We hope you have a safe and happy holiday!

Melanie Flood, You, My Flower (Self Portrait), 2024, archival pigment print in artist frame. Courtesy of the artist

Self Portraits

The rise of social media apps like Facebook and Instagram along with the rapid advancements of photo technology created the perfect conditions for selfies to become popular. While this is the most common form of self-portraits taken today, the tradition of people recording and capturing their own image has been around since the earliest of civilizations. The form has remained popular in both fine art spaces and anthropological settings as a tie between beauty, technique, technology, and history. Artist Melanie Flood uses self-portraits to explore her relationship with femininity and aging. The intimate photo series holds a level of curiosity and playfulness with great attention paid to color and depth. Learn more about the tradition of self-portraits with the link below, and stop by the Schneider Museum of Art before August 10th to see Melanie Flood’s work in our Main Gallery.

https://fromlight2art.com/from-self-portrait-to-selfie/ 

Dru Donovan, Scrum, 2019, inkjet print. Courtesy of the artist

Staged Photography

Perfect pictures are rarely natural. Before point-and-shoot cameras, angles, lighting, and timing had to align to get the best possible shot. Staging photos was a standard practice during this time to ensure photographers got the shot they wanted with the limited film available. It also gave them full control of the emotional and physical space, allowing for narratives and messages to be constructed more deliberately. While digital photography allows for instant output, staging is still used today. From choreography to settings, knowing where everything will be the moment the camera goes off helps create the perfect motion and mood reliably. Artist Dru Donovan choreographs her photos in a way that balances acts of care and force. The motions of cheerleading, child rearing, and weight lifting are timed and captured in moments of tension. Learn more about staging photography with the link below, and find Dru Donovan’s work in the Treehaven Gallery of the Schneider Museum of Art. 
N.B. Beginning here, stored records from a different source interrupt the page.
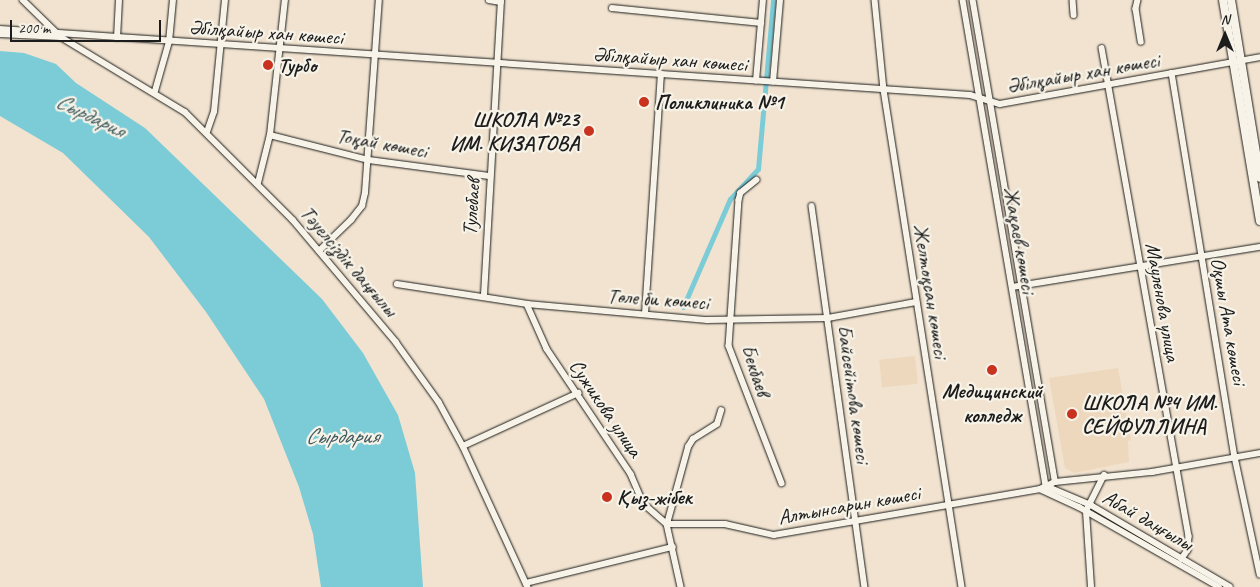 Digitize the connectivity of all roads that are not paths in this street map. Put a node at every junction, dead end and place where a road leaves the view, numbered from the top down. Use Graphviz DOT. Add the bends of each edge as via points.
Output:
graph roads {
  1 [pos="23,0"];
  2 [pos="119,0"];
  3 [pos="172,0"];
  4 [pos="225,0"];
  5 [pos="285,0"];
  6 [pos="379,0"];
  7 [pos="489,0"];
  8 [pos="763,0"];
  9 [pos="780,0"];
  10 [pos="875,0"];
  11 [pos="963,0"];
  12 [pos="973,0"];
  13 [pos="1073,0"];
  14 [pos="1138,0"];
  15 [pos="1223,0"];
  16 [pos="1231,0"];
  17 [pos="501,1"];
  18 [pos="612,8"];
  19 [pos="1074,15"];
  20 [pos="761,23"];
  21 [pos="0,29"];
  22 [pos="0,34"];
  23 [pos="58,35"];
  24 [pos="117,38"];
  25 [pos="169,42"];
  26 [pos="1141,42"];
  27 [pos="219,45"];
  28 [pos="1102,48"];
  29 [pos="280,49"];
  30 [pos="376,56"];
  31 [pos="1260,57"];
  32 [pos="1237,61"];
  33 [pos="497,64"];
  34 [pos="1172,73"];
  35 [pos="661,75"];
  36 [pos="756,81"];
  37 [pos="773,82"];
  38 [pos="1108,86"];
  39 [pos="884,90"];
  40 [pos="155,91"];
  41 [pos="979,98"];
  42 [pos="990,101"];
  43 [pos="207,132"];
  44 [pos="270,135"];
  45 [pos="369,160"];
  46 [pos="489,176"];
  47 [pos="1260,178"];
  48 [pos="757,180"];
  49 [pos="258,183"];
  50 [pos="812,206"];
  51 [pos="1260,221"];
  52 [pos="1260,247"];
  53 [pos="320,251"];
  54 [pos="1202,256"];
  55 [pos="1141,265"];
  56 [pos="397,284"];
  57 [pos="1022,286"];
  58 [pos="1012,287"];
  59 [pos="484,295"];
  60 [pos="916,302"];
  61 [pos="527,304"];
  62 [pos="645,314"];
  63 [pos="828,318"];
  64 [pos="730,319"];
  65 [pos="578,393"];
  66 [pos="721,412"];
  67 [pos="463,446"];
  68 [pos="1260,453"];
  69 [pos="1235,457"];
  70 [pos="1174,468"];
  71 [pos="1104,475"];
  72 [pos="1055,482"];
  73 [pos="782,483"];
  74 [pos="1046,486"];
  75 [pos="1040,489"];
  76 [pos="949,504"];
  77 [pos="1091,505"];
  78 [pos="1086,511"];
  79 [pos="856,521"];
  80 [pos="667,524"];
  81 [pos="673,547"];
  82 [pos="1182,559"];
  83 [pos="1260,574"];
  84 [pos="527,585"];
  85 [pos="680,587"];
  86 [pos="865,587"];
  87 [pos="962,587"];
  88 [pos="1091,587"];
  89 [pos="1218,587"];
  90 [pos="1230,587"];
  1 -- 23 [label="street"];
  2 -- 24 [label="street"];
  3 -- 25 [label="street"];
  4 -- 27 [label="street"];
  5 -- 29 [label="street"];
  6 -- 30 [label="street"];
  7 -- 17 [label="street"];
  8 -- 20 [label="street"];
  9 -- 37 [label="street"];
  10 -- 39 [label="street, Желтоқсан көшесі"];
  11 -- 41 [label="street, Жақаев көшесі"];
  12 -- 42 [label="street, Жақаев көшесі"];
  13 -- 19 [label="street"];
  14 -- 26 [label="street" via="1136,10"];
  15 -- 32 [label="main road"];
  16 -- 32 [label="main road"];
  17 -- 33 [label="street, Тулебаев"];
  18 -- 20 [label="street"];
  20 -- 36 [label="street"];
  21 -- 23 [label="street"];
  22 -- 23 [label="street"];
  23 -- 24 [label="street, Әбілқайыр хан көшесі"];
  23 -- 40 [label="street, Тәуелсіздік даңғылы"];
  24 -- 25 [label="street, Әбілқайыр хан көшесі"];
  25 -- 27 [label="street, Әбілқайыр хан көшесі"];
  25 -- 40 [label="street"];
  27 -- 29 [label="street, Әбілқайыр хан көшесі"];
  27 -- 43 [label="street" via="214,112"];
  28 -- 38 [label="street, Мауленова улица"];
  29 -- 30 [label="street, Әбілқайыр хан көшесі"];
  29 -- 44 [label="street"];
  30 -- 33 [label="street, Әбілқайыр хан көшесі"];
  30 -- 45 [label="street"];
  31 -- 32 [label="street, Әбілқайыр хан көшесі"];
  32 -- 34 [label="street, Әбілқайыр хан көшесі"];
  32 -- 47 [label="main road"];
  32 -- 51 [label="main road"];
  33 -- 35 [label="street, Әбілқайыр хан көшесі"];
  33 -- 46 [label="street, Тулебаев"];
  34 -- 38 [label="street, Әбілқайыр хан көшесі"];
  34 -- 54 [label="street, Оқшы Ата көшесі"];
  35 -- 36 [label="street, Әбілқайыр хан көшесі"];
  35 -- 62 [label="street"];
  36 -- 37 [label="street, Әбілқайыр хан көшесі"];
  37 -- 39 [label="street, Әбілқайыр хан көшесі"];
  38 -- 42 [label="street, Әбілқайыр хан көшесі" via="1000,104"];
  38 -- 55 [label="street, Мауленова улица"];
  39 -- 41 [label="street, Әбілқайыр хан көшесі"];
  39 -- 60 [label="street, Желтоқсан көшесі"];
  40 -- 43 [label="street, Тәуелсіздік даңғылы"];
  41 -- 42 [label="street, Әбілқайыр хан көшесі"];
  41 -- 58 [label="street, Жақаев көшесі"];
  42 -- 57 [label="street, Жақаев көшесі"];
  43 -- 49 [label="street, Тәуелсіздік даңғылы"];
  44 -- 45 [label="street, Тоқай көшесі"];
  44 -- 49 [label="street"];
  45 -- 46 [label="street, Тоқай көшесі"];
  45 -- 53 [label="street" via="362,206"];
  46 -- 59 [label="street, Тулебаев"];
  48 -- 64 [label="street, Бекбаев" via="741,193 738,200"];
  49 -- 53 [label="street, Тәуелсіздік даңғылы"];
  50 -- 63 [label="street, Байсейітова көшесі"];
  52 -- 54 [label="street"];
  53 -- 67 [label="street, Тәуелсіздік даңғылы" via="396,342 439,402"];
  54 -- 55 [label="street"];
  54 -- 69 [label="street, Оқшы Ата көшесі"];
  55 -- 57 [label="street"];
  55 -- 70 [label="street, Мауленова улица"];
  56 -- 59 [label="street, Төле би көшесі"];
  57 -- 58 [label="street"];
  57 -- 72 [label="street, Жақаев көшесі"];
  58 -- 74 [label="street, Жақаев көшесі"];
  59 -- 61 [label="street, Төле би көшесі"];
  60 -- 63 [label="street, Төле би көшесі"];
  60 -- 76 [label="street, Желтоқсан көшесі"];
  61 -- 62 [label="street, Төле би көшесі"];
  61 -- 65 [label="street, Сужикова улица" via="548,349"];
  62 -- 64 [label="street, Төле би көшесі"];
  63 -- 64 [label="street, Төле би көшесі"];
  63 -- 79 [label="street, Байсейітова көшесі"];
  64 -- 73 [label="street, Бекбаев" via="730,353"];
  65 -- 67 [label="street"];
  65 -- 80 [label="street, Сужикова улица" via="631,474 644,504"];
  66 -- 80 [label="street" via="717,424 693,439 688,447"];
  67 -- 84 [label="street, Тәуелсіздік даңғылы"];
  68 -- 69 [label="street"];
  69 -- 70 [label="street"];
  69 -- 83 [label="street, Оқшы Ата көшесі"];
  70 -- 71 [label="street"];
  70 -- 82 [label="street, Мауленова улица" via="1189,536 1188,550"];
  71 -- 72 [label="street"];
  71 -- 77 [label="street"];
  72 -- 74 [label="street"];
  74 -- 75 [label="street, Алтынсарин көшесі"];
  74 -- 77 [label="street, Абай даңғылы"];
  75 -- 76 [label="street, Алтынсарин көшесі"];
  75 -- 78 [label="street, Абай даңғылы"];
  76 -- 79 [label="street, Алтынсарин көшесі"];
  76 -- 87 [label="street, Желтоқсан көшесі"];
  77 -- 78 [label="street"];
  77 -- 82 [label="street, Абай даңғылы"];
  78 -- 88 [label="street"];
  78 -- 89 [label="street, Абай даңғылы"];
  79 -- 80 [label="street, Алтынсарин көшесі" via="768,536 725,524"];
  79 -- 86 [label="street, Байсейітова көшесі"];
  80 -- 81 [label="street"];
  81 -- 84 [label="street"];
  81 -- 85 [label="street"];
  82 -- 90 [label="street, Абай даңғылы"];
}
https://filmlifestyle.com/staged-photography/ 

Tarrah Krajnak, Erasing Moonlight, 2023, gelatin silver print, toned and processed, resulting from Durational Performance at Galerie Thomas Zander, Cologne. Courtesy of the artist and Zander Galerie, Cologne

Ansel Adams

 
American photographer and environmentalist Ansel Adams was born in 1902 in San Francisco, CA. Advocacy was deeply intertwined with his work, and his black-and-white photography of national parks, specifically Yosemite, helped expand the National Park Services and other conservation efforts in the United States. He helped found the photography department of the Museum of Modern Art in New York and the Center for Creative Photography at the University of Arizona. Artist Tarrah Krajnak uses Adams’s piece Moonlight, Hernandez, NM, 1941 in her piece Erasing Moonlight. In the performance that created this piece, Krajnak tapes three copies of the photo to the floor, dips her hair in hot coffee, and scrubs away at the emulsion of the photograph. She then creates a poem from the language of Adams’s description of Moonlight. Erasing Moonlight can be found in the Heiter Gallery of the Schneider Museum of Art. Learn more about Ansel Adams and his legacy with the link below, and visit us to see Krajnak’s rendition of the piece before August 10th.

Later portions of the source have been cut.